Threat Management, Malware

Threat group has been targeting transportation, defense industries for years using RATs

A threat group Proofpoint researchers call “TA2541” has used emails surrounding the pandemic to lure victims in critical industries. Pictured: Lorries heading to Europe park in a service station as they wait for travel restrictions to be lifted on Dec. 21, 2020, in Dover, England. (Photo by Dan Kitwood/Getty Images)

Researchers on Tuesday reported that they have tracked a persistent cybercrime threat actor that has used remote access trojans (RATs) to take over and compromise machines in the aviation, aerospace, transportation, manufacturing, and defense industries for several years.

In a blog post, Proofpoint researchers said while public reporting detailing similar threat activities exists since at least 2019, this is the first time Proofpoint has shared comprehensive details linking public and private data under one threat activity cluster it now calls TA2541.   

Proofpoint has tracked this threat actor since 2017, and it has used consistent tactics, techniques, and procedures (TTPs) in that time. Entities in the targeted sectors should be aware of the actor's TTPs and use the information provided for hunting and detection.  

TA2541’s TTPs highlight how threat actors are not monolithic when it comes to spear phishing campaigns, said Austin Merritt, cyber threat intelligence analyst at Digital Shadows. Merritt said while the threat group initially adopted a common phishing lure by sending emails themed around the pandemic, it appears the group pivoted to messages that were aligned with the cargo and transportation industries, instead of current events. 

“It's likely that TA2541’s ramping up its volume and frequency of phishing attacks against the transportation and cargo industry is intentional, given that organizations in these industries have been under increasing pressure from supply chain issues, labor shortages and other factors related to the pandemic,” Merritt said.

Merritt said the messaging in TA2541's phishing campaigns is not only intended to elicit a response from unsuspecting victims, but it primarily strives to have victims click on macro-laden Word, Excel, and PDF documents that can deploy malware onto their systems. In more recent campaigns, Merritt said TA2541 has used Google Drive and OneDrive links to host malicious Visual Basic Script (VBS) files.

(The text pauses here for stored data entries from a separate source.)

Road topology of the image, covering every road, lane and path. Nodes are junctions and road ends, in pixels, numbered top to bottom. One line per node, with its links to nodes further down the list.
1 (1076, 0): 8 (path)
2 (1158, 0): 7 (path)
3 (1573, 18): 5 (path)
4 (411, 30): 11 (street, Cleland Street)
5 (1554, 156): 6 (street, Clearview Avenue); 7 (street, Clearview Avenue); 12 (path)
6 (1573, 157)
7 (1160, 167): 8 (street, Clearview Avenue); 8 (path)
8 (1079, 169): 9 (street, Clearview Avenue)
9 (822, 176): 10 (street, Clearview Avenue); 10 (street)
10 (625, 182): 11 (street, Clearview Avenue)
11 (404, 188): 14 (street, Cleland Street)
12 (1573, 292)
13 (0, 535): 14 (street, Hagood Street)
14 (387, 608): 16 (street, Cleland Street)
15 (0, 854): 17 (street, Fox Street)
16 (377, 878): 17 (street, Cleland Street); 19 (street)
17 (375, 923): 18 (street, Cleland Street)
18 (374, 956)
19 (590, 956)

“It's realistically possible that cybercriminals will resort to such links in future campaigns instead of Microsoft Office documents, especially given Microsoft's recent decision to block Office VBA macros by default,” added Merritt.

Mike Parkin, engineer at Vulcan Cyber, said the news of a threat actor targeting a specific vertical, in this case transportation with a tighter focus on aerospace, is not a major surprise.

“Like commercial entities that target specific verticals for their applications, threat actors can specialize in certain victims,” Parkin said. “While the report didn’t mention motive, the nature of the targets and the use of commodity malware should give investigators a hint as to what this group is after.”